2011 Patience, Cabrières - 12.00€
Syrah, Grenache and a little Viognier, in barrel, for both the alcoholic and malo- lactic fermentation.   However, Romain has never bought new barrels and wants any oak effect to be discreet.  These come from Mas de l'Ecriture, so a good address.   Romain likes those from Seguin Moreau best.  The palate is intense and ripe with a firm tannic streak, and again quite alcoholic on the finish at 14.5, but the oak is nicely integrated, but with quite an intense and concentrated finish.

2011 Phidias.  -15.00€
After a Greek sculptor and also the name of his dog, who kept his company and boosted his morale when times were tough right at the beginning. A blend of Syrah and Grenache Noir,  blended in the vineyards and fermented in amphora

Deep colour.  A certain spicy note.  Medium weight with fresh fruit on the palate, balanced with some lovely rich spice, and a lightly tannic steak.  A rich but elegant finish.  Drinking very well now but will also keep.  A wonderfully original wine.

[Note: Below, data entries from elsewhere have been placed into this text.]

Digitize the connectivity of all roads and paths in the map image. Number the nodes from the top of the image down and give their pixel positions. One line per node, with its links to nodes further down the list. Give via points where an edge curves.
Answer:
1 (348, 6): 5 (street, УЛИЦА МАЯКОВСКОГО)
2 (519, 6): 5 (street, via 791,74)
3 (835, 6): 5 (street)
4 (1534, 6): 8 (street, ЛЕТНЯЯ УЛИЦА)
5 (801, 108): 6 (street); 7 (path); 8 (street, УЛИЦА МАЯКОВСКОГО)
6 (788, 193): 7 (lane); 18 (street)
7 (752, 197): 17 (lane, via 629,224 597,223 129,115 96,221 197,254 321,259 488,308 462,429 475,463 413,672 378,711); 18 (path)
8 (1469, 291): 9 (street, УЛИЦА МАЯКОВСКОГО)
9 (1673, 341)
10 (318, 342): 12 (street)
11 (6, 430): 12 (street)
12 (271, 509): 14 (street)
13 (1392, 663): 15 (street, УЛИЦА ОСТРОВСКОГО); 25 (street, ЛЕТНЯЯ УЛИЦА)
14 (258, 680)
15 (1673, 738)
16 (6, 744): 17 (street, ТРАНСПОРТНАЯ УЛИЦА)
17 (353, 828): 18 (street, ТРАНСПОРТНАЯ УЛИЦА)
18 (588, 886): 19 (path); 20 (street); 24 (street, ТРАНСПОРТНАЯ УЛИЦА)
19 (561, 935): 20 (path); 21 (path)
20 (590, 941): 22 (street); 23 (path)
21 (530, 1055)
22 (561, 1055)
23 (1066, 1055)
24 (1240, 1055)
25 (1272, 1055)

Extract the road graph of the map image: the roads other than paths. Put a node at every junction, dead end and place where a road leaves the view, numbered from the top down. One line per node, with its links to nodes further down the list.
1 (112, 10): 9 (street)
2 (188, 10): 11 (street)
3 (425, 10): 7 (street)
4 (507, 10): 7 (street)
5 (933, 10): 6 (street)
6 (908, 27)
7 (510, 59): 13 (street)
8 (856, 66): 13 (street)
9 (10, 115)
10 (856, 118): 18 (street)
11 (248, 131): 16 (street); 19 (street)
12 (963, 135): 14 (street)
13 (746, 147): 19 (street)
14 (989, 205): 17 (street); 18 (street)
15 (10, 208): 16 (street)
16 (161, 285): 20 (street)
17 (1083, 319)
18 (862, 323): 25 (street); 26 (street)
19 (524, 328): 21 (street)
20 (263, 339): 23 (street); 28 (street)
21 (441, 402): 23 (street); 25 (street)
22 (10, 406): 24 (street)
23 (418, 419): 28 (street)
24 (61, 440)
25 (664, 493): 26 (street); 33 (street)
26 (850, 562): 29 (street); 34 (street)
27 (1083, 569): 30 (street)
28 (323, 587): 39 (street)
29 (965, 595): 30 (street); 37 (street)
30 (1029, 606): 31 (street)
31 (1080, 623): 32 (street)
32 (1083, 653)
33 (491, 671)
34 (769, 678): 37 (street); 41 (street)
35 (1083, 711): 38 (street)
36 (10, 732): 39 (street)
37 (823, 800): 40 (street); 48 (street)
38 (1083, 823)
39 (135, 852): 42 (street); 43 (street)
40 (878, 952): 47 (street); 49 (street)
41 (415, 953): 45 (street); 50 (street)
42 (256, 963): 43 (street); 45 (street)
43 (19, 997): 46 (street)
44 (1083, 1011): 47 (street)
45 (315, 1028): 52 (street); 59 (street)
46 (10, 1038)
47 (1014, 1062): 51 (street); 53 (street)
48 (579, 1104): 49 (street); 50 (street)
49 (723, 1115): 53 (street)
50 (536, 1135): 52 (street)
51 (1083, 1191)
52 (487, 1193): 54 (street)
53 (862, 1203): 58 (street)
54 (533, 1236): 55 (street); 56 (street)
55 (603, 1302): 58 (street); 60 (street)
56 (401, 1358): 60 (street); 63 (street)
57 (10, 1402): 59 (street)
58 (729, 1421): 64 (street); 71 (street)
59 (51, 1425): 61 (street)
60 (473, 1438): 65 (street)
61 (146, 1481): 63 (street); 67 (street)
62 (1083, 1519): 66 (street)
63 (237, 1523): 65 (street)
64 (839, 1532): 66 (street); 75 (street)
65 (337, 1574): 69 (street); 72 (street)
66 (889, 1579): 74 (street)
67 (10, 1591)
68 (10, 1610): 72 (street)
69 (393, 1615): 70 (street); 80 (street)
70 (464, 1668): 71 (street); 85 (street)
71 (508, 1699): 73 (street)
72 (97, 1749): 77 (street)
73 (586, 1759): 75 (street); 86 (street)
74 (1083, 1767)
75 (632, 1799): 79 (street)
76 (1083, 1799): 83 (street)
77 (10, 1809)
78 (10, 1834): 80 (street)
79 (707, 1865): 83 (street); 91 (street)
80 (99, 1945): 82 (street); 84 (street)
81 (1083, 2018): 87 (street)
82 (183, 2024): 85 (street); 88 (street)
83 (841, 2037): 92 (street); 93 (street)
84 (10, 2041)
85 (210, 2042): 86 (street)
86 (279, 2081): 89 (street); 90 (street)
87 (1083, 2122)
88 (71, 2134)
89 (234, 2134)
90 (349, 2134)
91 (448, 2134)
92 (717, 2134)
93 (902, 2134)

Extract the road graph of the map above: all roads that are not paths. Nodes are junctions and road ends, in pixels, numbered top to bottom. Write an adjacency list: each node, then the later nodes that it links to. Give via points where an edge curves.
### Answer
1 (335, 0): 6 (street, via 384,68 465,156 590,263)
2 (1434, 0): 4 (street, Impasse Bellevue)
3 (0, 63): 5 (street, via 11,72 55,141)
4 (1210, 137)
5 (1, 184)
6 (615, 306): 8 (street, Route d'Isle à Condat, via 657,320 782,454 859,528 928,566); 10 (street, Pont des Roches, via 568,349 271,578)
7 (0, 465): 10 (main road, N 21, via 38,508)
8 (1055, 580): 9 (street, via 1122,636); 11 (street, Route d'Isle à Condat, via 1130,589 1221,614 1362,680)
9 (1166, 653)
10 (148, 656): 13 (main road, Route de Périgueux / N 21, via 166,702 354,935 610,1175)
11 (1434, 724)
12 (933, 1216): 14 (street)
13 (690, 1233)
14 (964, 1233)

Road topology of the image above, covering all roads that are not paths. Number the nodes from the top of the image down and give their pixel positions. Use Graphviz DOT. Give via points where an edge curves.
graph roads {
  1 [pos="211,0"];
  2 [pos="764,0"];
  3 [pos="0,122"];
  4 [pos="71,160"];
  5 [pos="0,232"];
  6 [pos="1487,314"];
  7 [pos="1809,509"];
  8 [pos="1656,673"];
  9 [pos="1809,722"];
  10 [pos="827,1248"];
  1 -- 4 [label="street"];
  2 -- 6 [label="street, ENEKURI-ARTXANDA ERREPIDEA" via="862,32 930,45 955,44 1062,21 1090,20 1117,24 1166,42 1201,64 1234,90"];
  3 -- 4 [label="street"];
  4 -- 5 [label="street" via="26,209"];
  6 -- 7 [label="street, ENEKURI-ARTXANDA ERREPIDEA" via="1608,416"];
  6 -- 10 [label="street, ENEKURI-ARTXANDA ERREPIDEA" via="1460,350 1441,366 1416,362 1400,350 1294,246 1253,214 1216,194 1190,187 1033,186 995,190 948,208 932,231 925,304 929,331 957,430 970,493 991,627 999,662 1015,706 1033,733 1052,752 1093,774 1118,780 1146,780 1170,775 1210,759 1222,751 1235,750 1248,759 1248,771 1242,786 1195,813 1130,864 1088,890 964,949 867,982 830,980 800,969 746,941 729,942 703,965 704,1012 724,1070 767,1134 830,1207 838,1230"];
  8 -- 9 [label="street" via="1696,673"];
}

Does anyone know of anyone else who uses amphora in the Languedoc?  The amphora come from Castelnaudary.  Romain believes that they allow for the micro-oxygenation of the wine, for élevage without using a barrique, making a very viable alternative to wood, and also making the wine more resistant to oxygen.  He thinks that the wine evolves quicker than when the élevage is in wood.  The assemblage is the same as for Patience, but the two wines tasted quite different, and I found Phidias fresher and noticed the alcohol less, even though it was the same. 

And there was one last wine that was not available for tasting, La Soliste, which was made in 2012.  It is a blend of three different vineyards of Syrah and promises to be very rich and powerful. 

A fascinating example of a thoughtful wine grower, who with his wife is challenging preconceived ideas, with the refreshing approach of a newcomer to wine. All Romains wines are sold by vente directe and the Marché Bio in Villeneuvette on Tuesday evenings in the summer  between 5 and 8 p.m is a good source. 


Graham said…
There is a bio and natural wine fair on 12/13th April 2014 at Clos Romain.
Went there last April on a freezing Sunday. Cold (less than 10 degrees?) in the open chai and for some reason warming Languedoc wines didn't work at that temperature while lighter wines from the north showed much better.
Thanks for letting me know - with luck I'll be there.

That's interesting about temperature. I usually find that northern wines - say Cabernet based wines, do not work for me in the Languedoc, but I love them in London. Maybe it is a question of weight, but a cooler temperature can also make things taste more tannic.